Hace tres años, mi suegra nos echó a la calle a mi hijo y a mí. Y ahora se ofende porque no quiero hablar con ella.
Tengo treinta años, vivo en Madrid y crío a mi hijo mientras intento llevar una vida normal. Pero aún llevo dentro un dolor que no se va. Porque hace tres años, una mujer que consideraba parte de mi familia, sin dudarlo ni un segundo, nos dejó en la calle. Y ahora no entiende por qué no le hablo. Es más, hasta se molesta.
Conocí a Alejandro en el primer año de universidad. Nos enamoramos de verdad—sin fiestas, sin juegos, todo se volvió serio desde el principio. Después, inesperadamente, me quedé embarazada. A pesar de tomar anticonceptivos, el test dio positivo. Hubo miedo, pánico, lágrimas… pero ni siquiera consideré un aborto. Alejandro no se asustó, no huyó—me propuso matrimonio y nos casamos.
No teníamos dónde vivir. Mis padres estaban en un pueblo cercano a Toledo, y desde los diecisiete vivía en una residencia universitaria en Madrid.

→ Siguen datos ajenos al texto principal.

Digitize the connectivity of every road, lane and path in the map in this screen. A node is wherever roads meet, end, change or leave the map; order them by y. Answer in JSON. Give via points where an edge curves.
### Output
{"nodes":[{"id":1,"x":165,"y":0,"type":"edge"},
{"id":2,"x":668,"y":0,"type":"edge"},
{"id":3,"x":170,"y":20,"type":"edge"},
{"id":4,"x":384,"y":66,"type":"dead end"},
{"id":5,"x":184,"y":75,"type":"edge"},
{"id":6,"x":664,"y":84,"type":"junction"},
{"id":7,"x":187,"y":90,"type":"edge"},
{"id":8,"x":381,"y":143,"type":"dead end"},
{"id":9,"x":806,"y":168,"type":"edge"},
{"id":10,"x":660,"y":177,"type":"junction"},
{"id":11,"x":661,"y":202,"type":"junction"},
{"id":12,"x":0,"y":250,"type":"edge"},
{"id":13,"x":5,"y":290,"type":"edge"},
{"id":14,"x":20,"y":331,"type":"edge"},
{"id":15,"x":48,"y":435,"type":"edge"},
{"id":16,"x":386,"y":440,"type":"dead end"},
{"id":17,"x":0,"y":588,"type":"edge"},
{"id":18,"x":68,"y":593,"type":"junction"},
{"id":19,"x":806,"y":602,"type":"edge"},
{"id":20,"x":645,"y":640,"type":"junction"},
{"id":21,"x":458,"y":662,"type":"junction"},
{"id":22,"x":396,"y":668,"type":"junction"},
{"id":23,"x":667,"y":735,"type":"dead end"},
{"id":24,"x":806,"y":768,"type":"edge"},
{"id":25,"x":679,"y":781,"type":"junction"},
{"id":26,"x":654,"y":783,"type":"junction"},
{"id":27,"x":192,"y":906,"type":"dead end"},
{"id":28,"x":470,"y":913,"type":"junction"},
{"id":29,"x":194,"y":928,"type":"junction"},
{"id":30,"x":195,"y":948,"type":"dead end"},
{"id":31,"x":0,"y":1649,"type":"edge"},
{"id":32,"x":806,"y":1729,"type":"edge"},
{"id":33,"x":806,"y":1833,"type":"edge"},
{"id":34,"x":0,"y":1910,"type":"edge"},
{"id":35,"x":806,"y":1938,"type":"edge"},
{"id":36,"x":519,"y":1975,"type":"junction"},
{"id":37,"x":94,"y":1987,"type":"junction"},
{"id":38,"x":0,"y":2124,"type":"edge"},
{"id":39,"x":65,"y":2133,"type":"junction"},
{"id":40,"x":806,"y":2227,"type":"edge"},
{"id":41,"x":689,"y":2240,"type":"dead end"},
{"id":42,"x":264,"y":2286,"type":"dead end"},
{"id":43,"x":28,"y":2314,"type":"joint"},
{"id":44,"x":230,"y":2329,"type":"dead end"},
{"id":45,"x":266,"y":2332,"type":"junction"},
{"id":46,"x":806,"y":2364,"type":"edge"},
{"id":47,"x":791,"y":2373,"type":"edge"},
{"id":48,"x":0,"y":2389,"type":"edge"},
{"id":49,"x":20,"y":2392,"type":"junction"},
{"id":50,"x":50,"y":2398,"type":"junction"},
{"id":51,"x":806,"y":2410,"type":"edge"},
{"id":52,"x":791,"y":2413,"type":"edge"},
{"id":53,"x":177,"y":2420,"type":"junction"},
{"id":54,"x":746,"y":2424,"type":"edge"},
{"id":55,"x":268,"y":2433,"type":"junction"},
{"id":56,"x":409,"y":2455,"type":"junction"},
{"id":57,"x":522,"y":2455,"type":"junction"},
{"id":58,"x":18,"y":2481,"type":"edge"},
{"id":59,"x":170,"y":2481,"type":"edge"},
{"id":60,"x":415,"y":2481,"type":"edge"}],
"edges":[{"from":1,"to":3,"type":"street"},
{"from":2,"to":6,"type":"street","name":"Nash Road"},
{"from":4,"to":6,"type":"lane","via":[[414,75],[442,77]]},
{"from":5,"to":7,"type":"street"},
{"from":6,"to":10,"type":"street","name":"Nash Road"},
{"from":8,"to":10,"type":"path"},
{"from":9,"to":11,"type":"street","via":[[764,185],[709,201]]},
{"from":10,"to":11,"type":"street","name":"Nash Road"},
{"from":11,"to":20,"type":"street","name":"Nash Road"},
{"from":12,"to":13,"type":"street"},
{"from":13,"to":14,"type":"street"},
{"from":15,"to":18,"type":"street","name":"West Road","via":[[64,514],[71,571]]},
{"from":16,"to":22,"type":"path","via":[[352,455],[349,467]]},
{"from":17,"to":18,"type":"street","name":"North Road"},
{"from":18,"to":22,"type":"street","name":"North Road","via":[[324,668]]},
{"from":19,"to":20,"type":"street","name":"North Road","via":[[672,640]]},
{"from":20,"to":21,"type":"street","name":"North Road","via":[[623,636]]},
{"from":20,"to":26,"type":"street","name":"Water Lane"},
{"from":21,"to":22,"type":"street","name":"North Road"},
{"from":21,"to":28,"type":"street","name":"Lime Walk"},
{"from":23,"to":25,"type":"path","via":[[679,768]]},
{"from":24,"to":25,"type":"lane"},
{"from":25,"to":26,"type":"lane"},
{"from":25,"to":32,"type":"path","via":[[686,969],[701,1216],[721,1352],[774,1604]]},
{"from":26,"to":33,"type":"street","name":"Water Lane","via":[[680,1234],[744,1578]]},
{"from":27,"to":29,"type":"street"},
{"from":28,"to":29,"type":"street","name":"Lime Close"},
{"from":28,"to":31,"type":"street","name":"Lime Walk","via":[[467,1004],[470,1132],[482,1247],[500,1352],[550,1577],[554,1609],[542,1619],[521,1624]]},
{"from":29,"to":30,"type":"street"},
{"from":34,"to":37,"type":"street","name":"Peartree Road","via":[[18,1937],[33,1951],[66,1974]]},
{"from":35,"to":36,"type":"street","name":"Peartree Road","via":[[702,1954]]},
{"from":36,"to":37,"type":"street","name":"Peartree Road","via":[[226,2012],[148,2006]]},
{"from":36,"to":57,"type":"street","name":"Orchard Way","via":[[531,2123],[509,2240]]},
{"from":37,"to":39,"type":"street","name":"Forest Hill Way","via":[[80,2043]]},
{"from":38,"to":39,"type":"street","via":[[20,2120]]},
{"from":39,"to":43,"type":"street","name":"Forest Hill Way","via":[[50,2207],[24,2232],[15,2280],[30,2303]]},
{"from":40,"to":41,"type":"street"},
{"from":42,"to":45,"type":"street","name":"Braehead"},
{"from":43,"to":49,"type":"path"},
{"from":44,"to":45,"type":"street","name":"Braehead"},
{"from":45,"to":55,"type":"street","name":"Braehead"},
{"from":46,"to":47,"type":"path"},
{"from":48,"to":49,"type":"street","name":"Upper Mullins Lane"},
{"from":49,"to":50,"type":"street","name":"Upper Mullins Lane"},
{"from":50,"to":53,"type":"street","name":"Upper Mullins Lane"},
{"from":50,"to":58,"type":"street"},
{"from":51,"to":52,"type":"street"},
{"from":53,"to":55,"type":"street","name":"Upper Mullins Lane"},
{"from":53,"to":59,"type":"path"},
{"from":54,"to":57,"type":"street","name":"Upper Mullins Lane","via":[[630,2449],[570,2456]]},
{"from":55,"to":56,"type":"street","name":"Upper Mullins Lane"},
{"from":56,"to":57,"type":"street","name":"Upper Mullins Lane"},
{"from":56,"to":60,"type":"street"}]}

Alejandro, en cambio, vivía solo desde los dieciséis; su madre, Carmen López, después de su segundo matrimonio, se mudó con su nuevo marido a Valencia y dejó a su hijo el piso de dos habitaciones en Vallecas. Tras la boda, “magnánimamente” nos “permitió” quedarnos allí.
Al principio todo fue tranquilo. Estudiábamos, hacíamos trabajillos, esperábamos al bebé. Yo procuraba mantener el orden, cocinaba, limpiaba, ahorraba cada céntimo. Pero todo cambió cuando Carmen empezó a visitarnos. No venía de paso—hacía inspecciones. Abría los armarios, revisaba bajo la cama, se quitaba los guantes para pasar el dedo por los marcos de las ventanas. Yo, embarazada, corría con la bayeta por el piso para contentarla. Pero por mucho que lo intentara, nunca era suficiente.
“¿Por qué la toalla no está centrada?”, “¡Migajas en el felpudo!”, “No eres una esposa, eres un desastre”—esas eran sus frases habituales.
Cuando nació nuestro hijo Mateo, todo empeoró. Apenas tenía fuerzas para dormir y darle el pecho, pero mi suegra exigía una limpieza quirúrgica. Tres veces a la semana fregaba el piso hasta dejarlo reluciente, pero para ella nunca era suficiente. Un día, soltó:
—En una semana vuelvo. Si veo una mota de polvo, ¡os vais de aquí!
Le rogué a Alejandro que hablara con ella. Lo intentó. Pero Carmen fue inflexible. Y cuando vino y encontró en el balcón unas cajas viejas suyas que yo no había tocado porque no eran mías, estalló el escándalo.
—¡Haz las maletas y vete a casa de tus padres! ¡Y que Alejandro decida si se queda contigo o aquí!
Y Alejandro no me falló. Se vino conmigo a Toledo. Nos instalamos en casa de mis padres. Él se levantaba a las seis cada mañana, iba a clase, luego a su trabajo extra y volvía de noche. Yo intentaba teletrabajar, pero apenas ganábamos nada. El dinero no llegaba, contábamos cada céntimo, comíamos macarrones con huevo. Solo el apoyo de mis padres nos mantuvo a flote. Y el amor.
Poco a poco, las cosas mejoraron. Terminamos la carrera, encontramos trabajo y alquilamos un piso en Madrid. Mateo creció y nos convertimos en una familia sólida. Pero el rencor no desapareció.
Carmen ha seguido viviendo sola todo este tiempo. El piso del que nos echó sigue vacío. De vez en cuando llama a Alejandro, pregunta por su nieto, pide fotos. Él habla con ella. No guarda rencor. Pero yo no puedo. Para mí fue una traición. Destrozó nuestras vidas en el momento más vulnerable. Nos abandonó cuando estábamos indefensos.
—¡Es mi piso! ¡Tenía todo el derecho! —dice ella.
Sí, derecho… quizá lo tuviera. Pero ¿y la conciencia? ¿El corazón? ¿Dónde estaban cuando estábamos en la estación con un niño y dos maletas?
No soy rencorosa. Pero perdonar… no estoy obligada. Y a su vida no pienso volver.